WHAT TO PRODUCE » What lines of the data hold the string "view"? Pull each one out.

TASK MATERIAL »

* * *

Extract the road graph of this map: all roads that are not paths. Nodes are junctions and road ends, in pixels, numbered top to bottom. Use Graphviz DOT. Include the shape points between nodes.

* * *

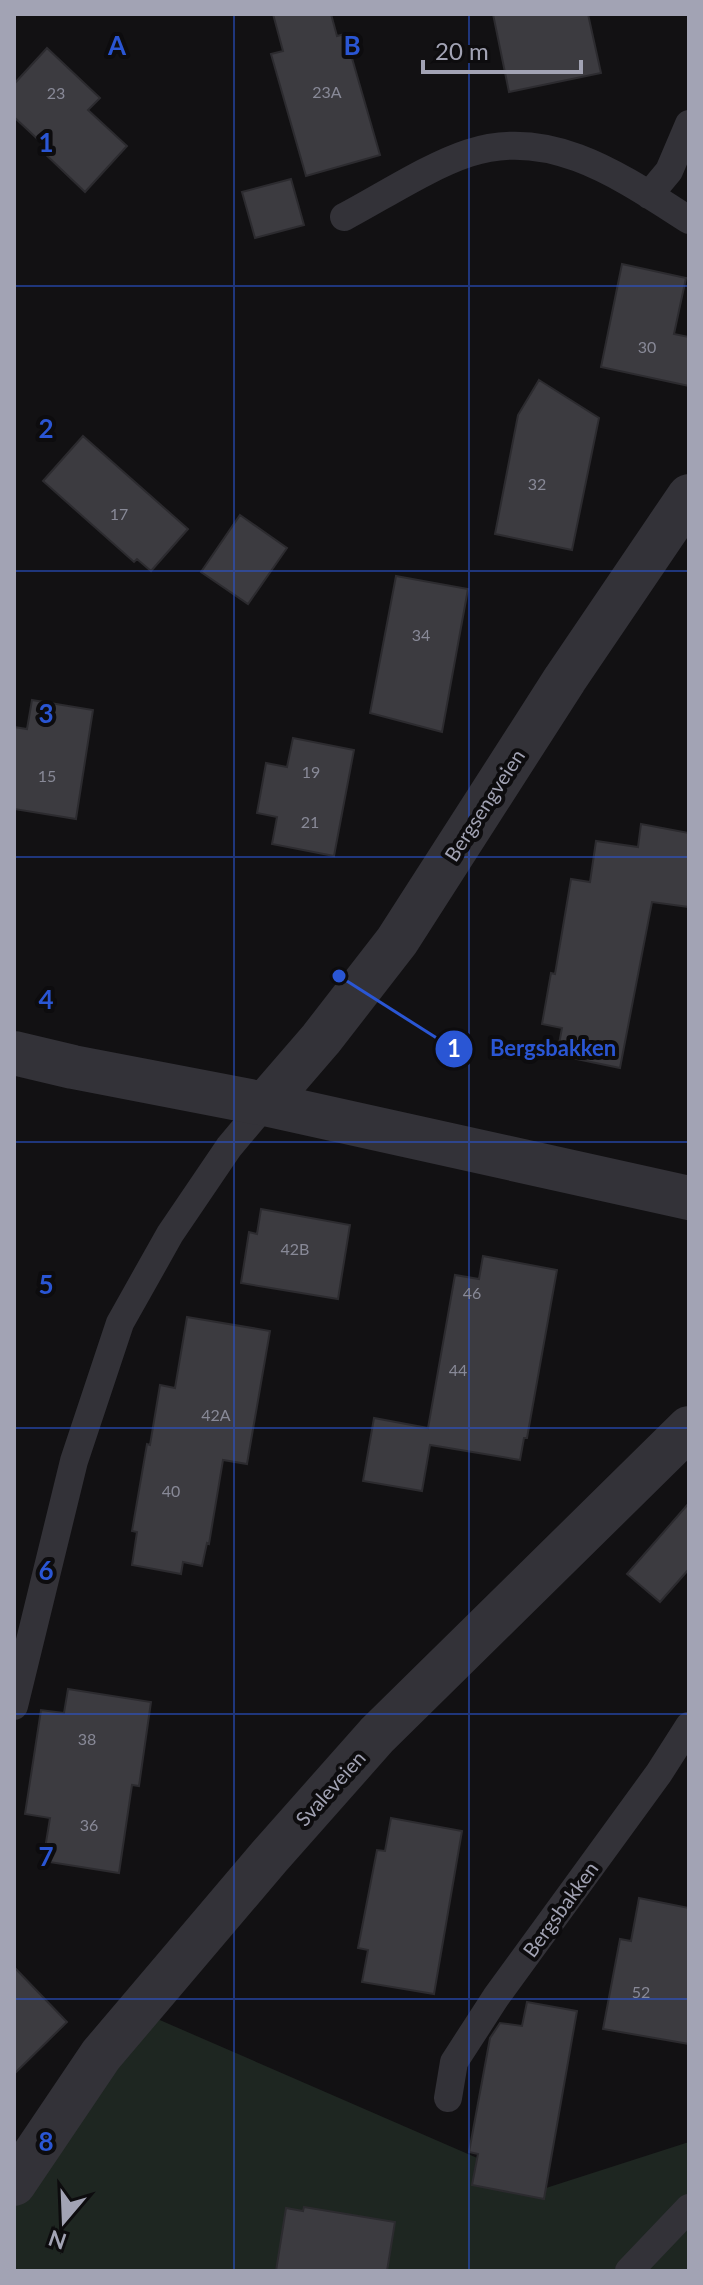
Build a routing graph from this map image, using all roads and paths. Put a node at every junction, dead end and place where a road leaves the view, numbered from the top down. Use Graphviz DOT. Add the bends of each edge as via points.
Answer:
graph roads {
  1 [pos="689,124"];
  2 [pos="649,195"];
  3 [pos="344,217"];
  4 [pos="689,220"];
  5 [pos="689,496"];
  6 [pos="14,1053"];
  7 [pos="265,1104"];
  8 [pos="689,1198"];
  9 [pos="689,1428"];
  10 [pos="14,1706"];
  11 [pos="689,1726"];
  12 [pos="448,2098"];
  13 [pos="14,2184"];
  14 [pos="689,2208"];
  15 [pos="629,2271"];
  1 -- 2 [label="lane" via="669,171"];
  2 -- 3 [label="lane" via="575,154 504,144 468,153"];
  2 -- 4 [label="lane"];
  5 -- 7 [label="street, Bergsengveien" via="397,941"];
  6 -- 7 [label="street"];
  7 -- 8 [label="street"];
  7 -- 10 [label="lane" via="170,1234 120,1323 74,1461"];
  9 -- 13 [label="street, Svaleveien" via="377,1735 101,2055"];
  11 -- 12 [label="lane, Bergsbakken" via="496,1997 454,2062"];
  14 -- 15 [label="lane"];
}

* * *

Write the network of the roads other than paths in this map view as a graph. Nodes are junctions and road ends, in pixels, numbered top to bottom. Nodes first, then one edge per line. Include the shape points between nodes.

* * *

FINAL ANSWER »
Build a routing graph from this map image, using all roads and paths. Put a node at every junction, dead end and place where a road leaves the view, numbered from the top down. Use Graphviz DOT. Add the bends of each edge as via points.
Write the network of the roads other than paths in this map view as a graph. Nodes are junctions and road ends, in pixels, numbered top to bottom. Nodes first, then one edge per line. Include the shape points between nodes.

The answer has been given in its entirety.